Another traveller had also arrived—one, by the bye, I should have previously noted as having arrived at Rijaori the day I halted there—an artillery Vet, who had been suffering from some affection of the head, and irritability of nerves. He dined with me at Rijaori, and highly approved the mahseer, which he pronounced equal to salmon, but far inferior in my opinion.

In the course of the day I found the unfortunate Vet had sent his pony round by the Poonah pass from Baramoolah, and he lamented having done so, groaning over the prospect of the morrow's arduous exertions. I, therefore, placed mine at his disposal, as I prefer footing it, especially when the path is difficult.

30th April. From Possianah to Dupchin. The road from Possianah descends to the torrent roaring at a considerable depth below, from which the ascent recommences, so that you have to descend from a considerable elevation, perhaps a quarter of the height of the Pir, and then again ascend on the other side; which loss of way is provoking. From Possianah to the foot of the Pir is, I imagine, two miles, the latter part of the road very rough and stony.

I started on this occasion without any refreshment, such as tea, thinking I should better husband my breath, and work my lungs more easily: and I think the idea a success, as I ascended with much more ease and comfort than on the former occasion, when I primed myself with tea, hard eggs, &c. It is, undoubtedly, a tremendous pull; and one meets with a provoking deception as to distance. For when about a quarter of the height has been ascended, the first flight, as it were, up to the snow drift, the traveller looking above him, puffing and panting with his violent efforts, sees above him what appears to be the summit close at hand, which is but the top of the lower ridge, from which runs a somewhat level path on the slope to the snow drift—an enormous mass of snow, some half-mile long, and, I suppose, from one to two hundred yards broad, and, I fancy, from fifty to a hundred feet deep, filling a gorge of the mountain which commences quite at the summit. Over this mass we struggled, a violent icy blast in our faces, to a point where the path turns off to the left, and climbs upwards by zigzags to the more gradual slope under the summit. Here I overtook a woman carrying a boy of, perhaps, five years old, who, poor little creature, was crying bitterly from cold, his teeth chattering, and presenting a forlorn appearance. The woman was sitting down disconsolate, unable to proceed. I tried to persuade her to put the lad down, and lead him, to restore circulation, but she did not adopt my suggestion; so, leaving a man to help them on, I continued my ascent, and finally reached the top.

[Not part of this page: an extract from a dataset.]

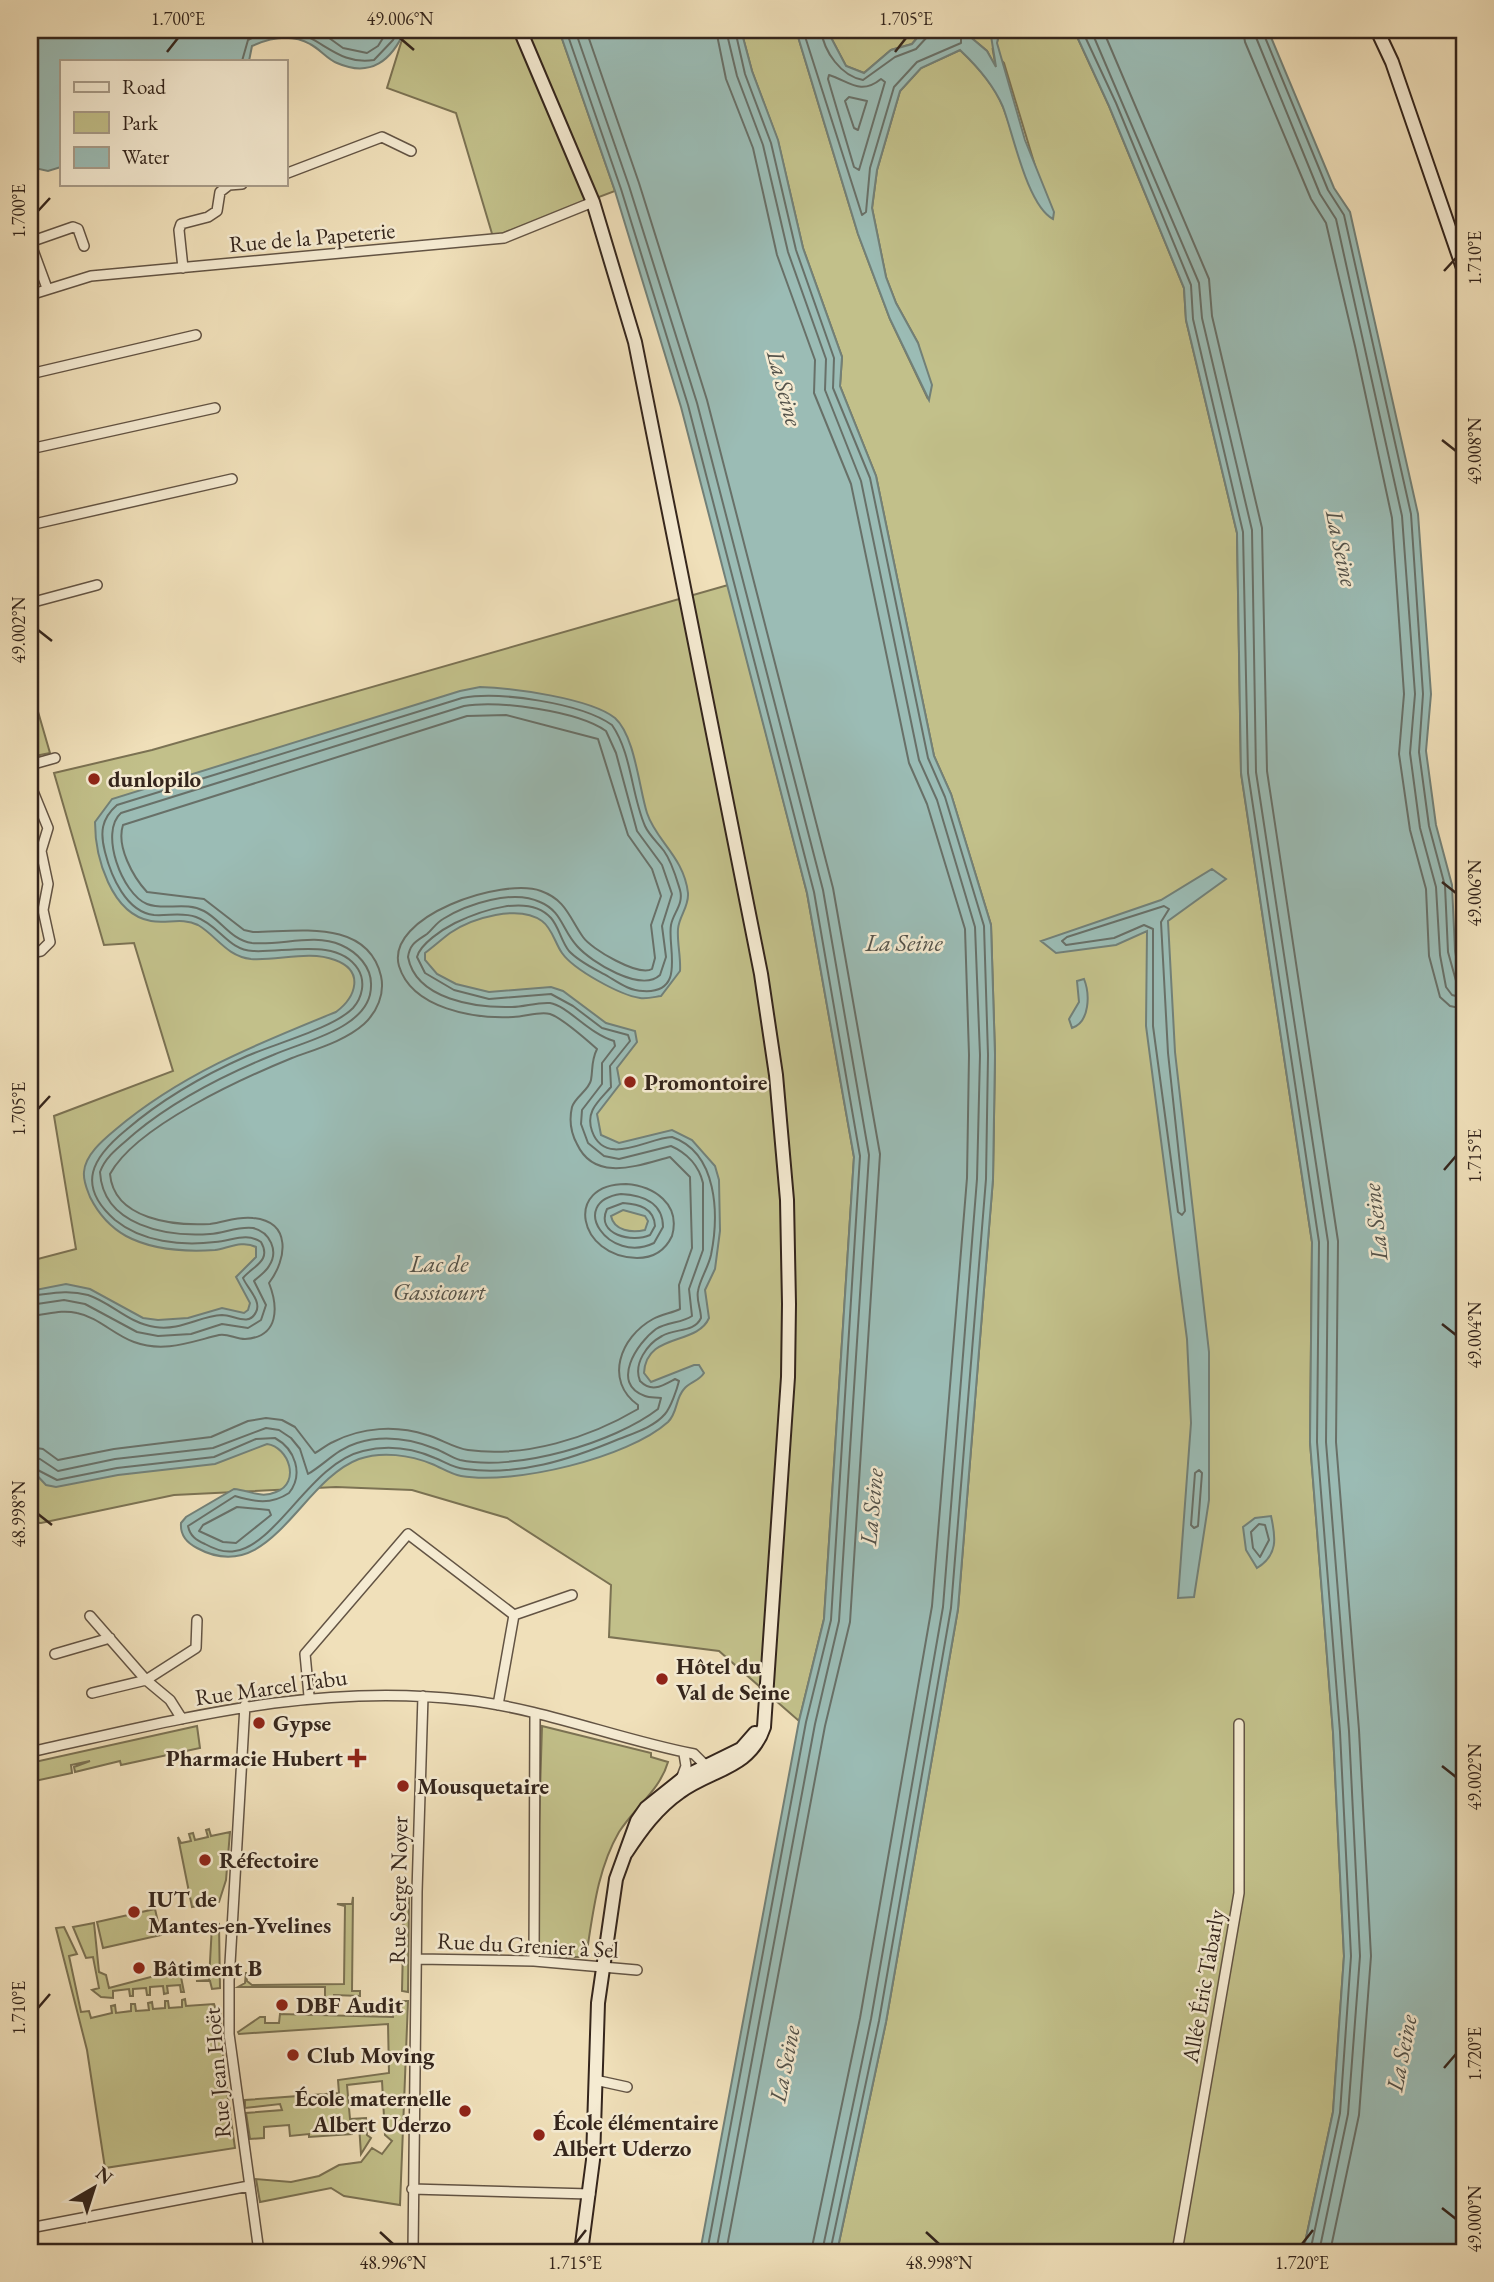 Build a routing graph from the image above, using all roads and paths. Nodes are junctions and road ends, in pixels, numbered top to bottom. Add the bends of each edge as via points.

The height is, I believe, some 10,000 feet above the sea. The view, looking back, is magnificent—an endless succession of wave-like lines of hills terminating, as they gradually recede, in the hot vapours of the Punjab.

It was pleasant to look down the steep and rugged path we had won our way up, there beholding others still toiling and struggling upwards, the coolies with their loads in a long-drawn straggling line, here coming into view, and quickly disappearing behind some projection or in some bend of the road, but constantly to be seen resting on their crutches. I watched my ponies with some anxiety. They had been stripped in order to give them every freedom of limb, and several coolies had been told off to assist them. They were more than half-way up when I saw them: it was just at a difficult point, where the snow was deep and soft, and the path hung on the side of the mountain. The old Yarkandi broke through the snow, and was plunging and struggling violently, but after three or four desperate efforts got out of trouble. The other avoided this place. I find the former from his very caution apt to go off the good path, and get himself into difficulties. When the snow gives, he goes down on his knees and so hobbles on.

I did not wait longer, but strode away over the snowy plains, which descend in a very gentle incline to the Alliahabad Serai. The sensation was delightful after the troublesome ascent, and I enjoyed the change of play of muscles amazingly, as did my two little dogs to whom the snow was a novelty. They kept frisking and bounding about, rushing off to a distance, then occasionally taking a roll.

The landscape, as a winter scene, was perfect,—one glittering field of snow, lofty hills on either side also covered with snow, the sun shining cheerily, and the difficult entrance to the valley achieved. But after a time my eyes ached from the glare, and I was glad when a mile or two of descent brought us to patches of brown hillside. There were two very awkward watercourses to cross, the banks high, precipitous, and covered with snow, giving every chance of a tumble.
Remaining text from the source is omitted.